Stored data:
########################################

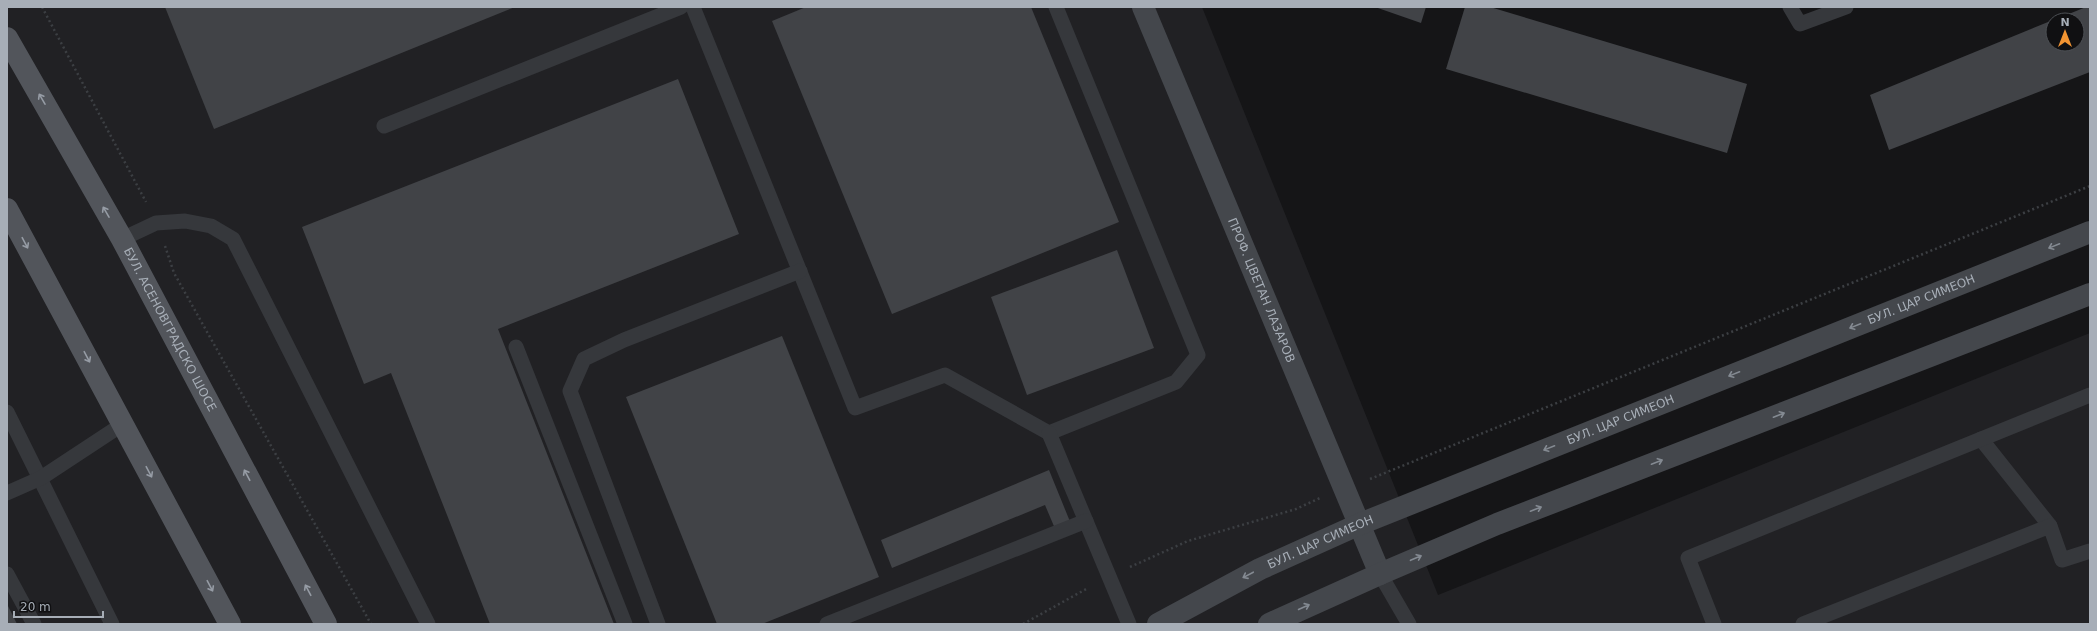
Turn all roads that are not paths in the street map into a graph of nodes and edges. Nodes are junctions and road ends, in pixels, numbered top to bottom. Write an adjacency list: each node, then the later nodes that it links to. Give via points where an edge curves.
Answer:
1 (681, 7): 8 (lane)
2 (693, 7): 12 (lane)
3 (1056, 7): 18 (lane, via 1198,355 1176,382)
4 (1143, 7): 23 (main road, ПРОФ. ЦВЕТАН ЛАЗАРОВ)
5 (1790, 7): 6 (lane, via 1800,24)
6 (1846, 7)
7 (7, 38): 11 (main road, БУЛ. АСЕНОВГРАДСКО ШОСЕ, one-way to 7)
8 (384, 126)
9 (7, 209): 17 (main road, one-way to 17)
10 (2090, 232): 23 (main road, БУЛ. ЦАР СИМЕОН, one-way to 23)
11 (122, 239): 31 (main road, БУЛ. АСЕНОВГРАДСКО ШОСЕ, one-way to 11); 32 (lane, via 156,223 185,221 211,226 234,239)
12 (800, 271): 18 (lane, via 855,408 945,376); 34 (lane, via 624,340 584,359 570,391)
13 (2090, 294): 27 (main road, one-way to 13, via 1497,524)
14 (516, 347): 33 (lane)
15 (2090, 395): 19 (lane)
16 (7, 412): 20 (lane)
17 (123, 424): 20 (lane); 30 (main road, one-way to 30)
18 (1049, 432): 22 (lane)
19 (1981, 439): 24 (lane); 40 (lane, via 1688,558)
20 (41, 478): 21 (lane); 29 (lane)
21 (7, 493)
22 (1086, 521): 35 (lane); 36 (lane)
23 (1360, 524): 27 (main road, ПРОФ. ЦВЕТАН ЛАЗАРОВ); 37 (main road, БУЛ. ЦАР СИМЕОН, one-way to 37, via 1260,569)
24 (2050, 526): 25 (lane, via 2062,560); 41 (lane)
25 (2090, 551)
26 (7, 574): 28 (lane)
27 (1380, 574): 38 (main road, one-way to 27); 39 (lane)
28 (34, 624)
29 (112, 624)
30 (230, 624)
31 (326, 624)
32 (428, 624)
33 (625, 624)
34 (658, 624)
35 (827, 624)
36 (1130, 624)
37 (1158, 624)
38 (1269, 624)
39 (1409, 624)
40 (1714, 624)
41 (1803, 624)

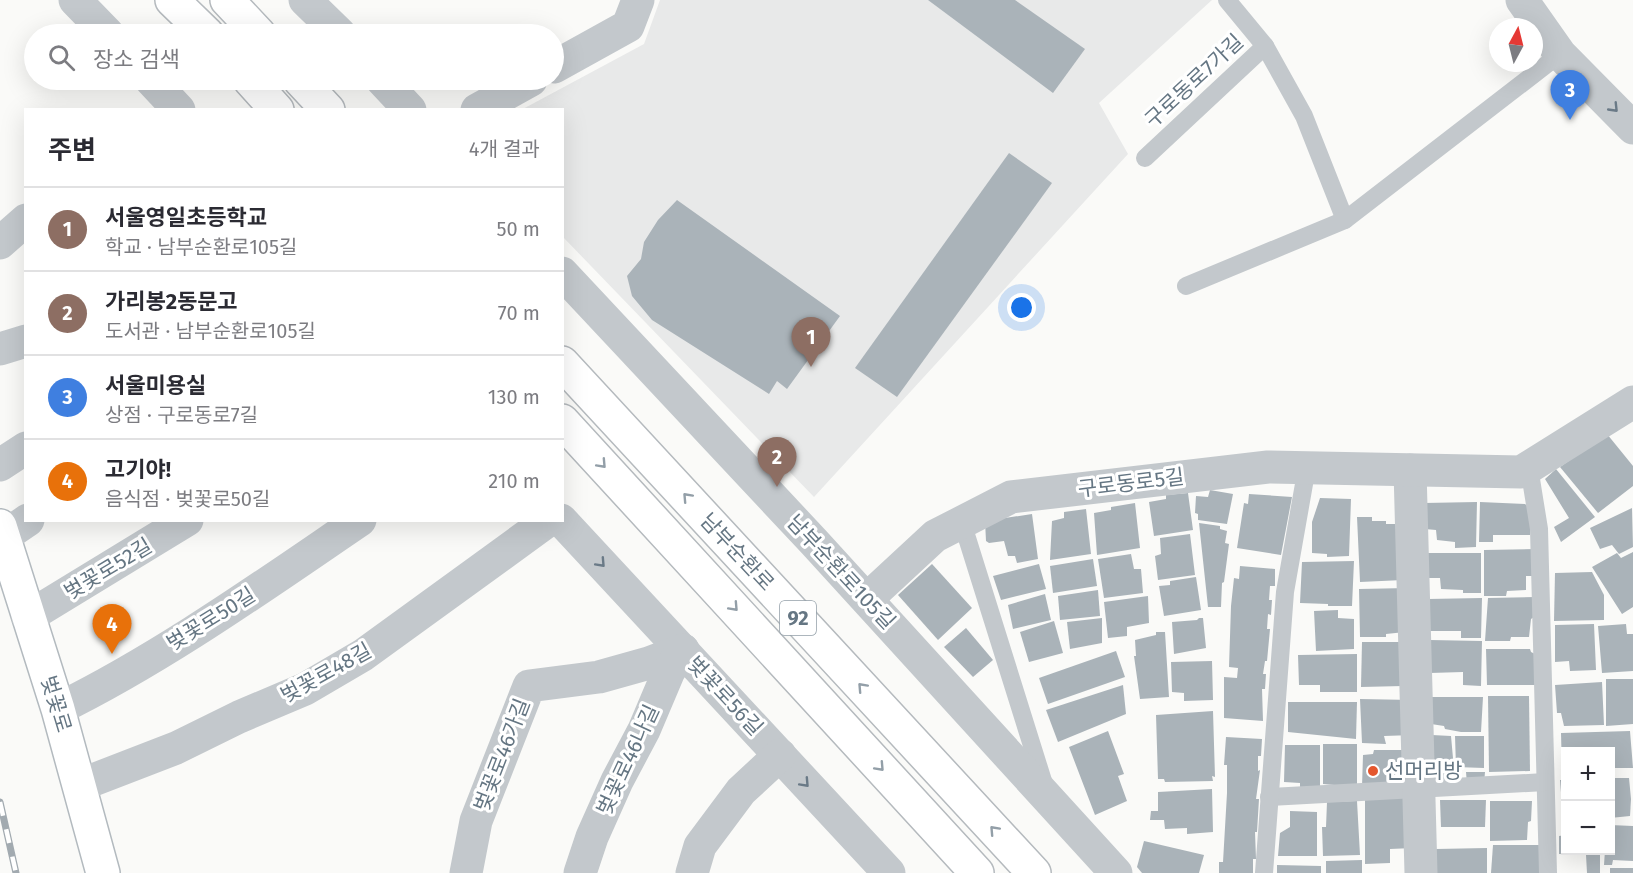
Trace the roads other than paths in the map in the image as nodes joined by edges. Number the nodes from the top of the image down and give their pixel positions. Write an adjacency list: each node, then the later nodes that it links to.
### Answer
1 (75, 0): 8 (street)
2 (172, 0): 9 (main road)
3 (227, 0): 10 (main road)
4 (305, 0): 11 (street)
5 (638, 0): 14 (street)
6 (1227, 0): 12 (lane)
7 (1522, 0): 13 (street)
8 (98, 24)
9 (197, 24)
10 (250, 24)
11 (330, 24)
12 (1264, 46): 24 (lane, 구로동로7가길); 25 (lane, 구로동로7가길)
13 (1560, 54): 23 (street, one-way to 23); 25 (lane)
14 (564, 61)
15 (259, 90): 19 (main road)
16 (309, 90): 20 (main road)
17 (391, 90): 21 (street)
18 (513, 90): 22 (street)
19 (276, 108)
20 (326, 108)
21 (408, 108)
22 (481, 108)
23 (1633, 128)
24 (1145, 158)
25 (1345, 220): 29 (lane)
26 (24, 222): 27 (street)
27 (0, 243)
28 (564, 275): 46 (street, 남부순환로105길)
29 (1186, 286)
30 (24, 342): 31 (street)
31 (0, 349)
32 (564, 365): 62 (main road, 남부순환로 / 92, one-way to 32)
33 (1633, 402): 38 (street, 구로동로5길)
34 (564, 422): 61 (main road, 남부순환로 / 92, one-way to 61)
35 (24, 449): 36 (street)
36 (0, 465)
37 (1307, 467): 39 (street, 구로동로5길); 44 (street, 구로동로5길); 54 (lane)
38 (1529, 467): 39 (street, 구로동로5길); 51 (lane)
39 (1410, 470): 53 (street)
40 (184, 522): 47 (street, 벚꽃로52길)
41 (357, 522): 49 (street, 벚꽃로50길)
42 (546, 522): 52 (street, 벚꽃로48길)
43 (563, 522): 48 (street, 벚꽃로56길, one-way to 48)
44 (962, 522): 46 (street, 구로동로5길); 55 (lane)
45 (10, 528): 47 (main road, 벚꽃로)
46 (867, 599): 55 (street, 남부순환로105길)
47 (28, 617): 49 (main road, 벚꽃로)
48 (683, 650): 50 (street, 벚꽃로56길); 57 (street, 벚꽃로46가길); 58 (street, 벚꽃로46나길)
49 (57, 709): 52 (main road, 벚꽃로)
50 (780, 755): 59 (street); 60 (street, 벚꽃로56길, one-way to 60)
51 (1545, 782): 53 (lane); 66 (lane)
52 (80, 786): 56 (main road, 벚꽃로)
53 (1418, 788): 54 (lane); 65 (street)
54 (1269, 797): 64 (lane)
55 (1049, 799): 63 (street, 남부순환로105길)
56 (103, 873)
57 (466, 873)
58 (579, 873)
59 (692, 873)
60 (889, 873)
61 (977, 873)
62 (1034, 873)
63 (1116, 873)
64 (1264, 873)
65 (1421, 873)
66 (1548, 873)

########################################

#### [THE TASK]
Write out every line of the data that holds the word "СИМЕОН".

#### [TASK OUTPUT]
10 (2090, 232): 23 (main road, БУЛ. ЦАР СИМЕОН, one-way to 23)
23 (1360, 524): 27 (main road, ПРОФ. ЦВЕТАН ЛАЗАРОВ); 37 (main road, БУЛ. ЦАР СИМЕОН, one-way to 37, via 1260,569)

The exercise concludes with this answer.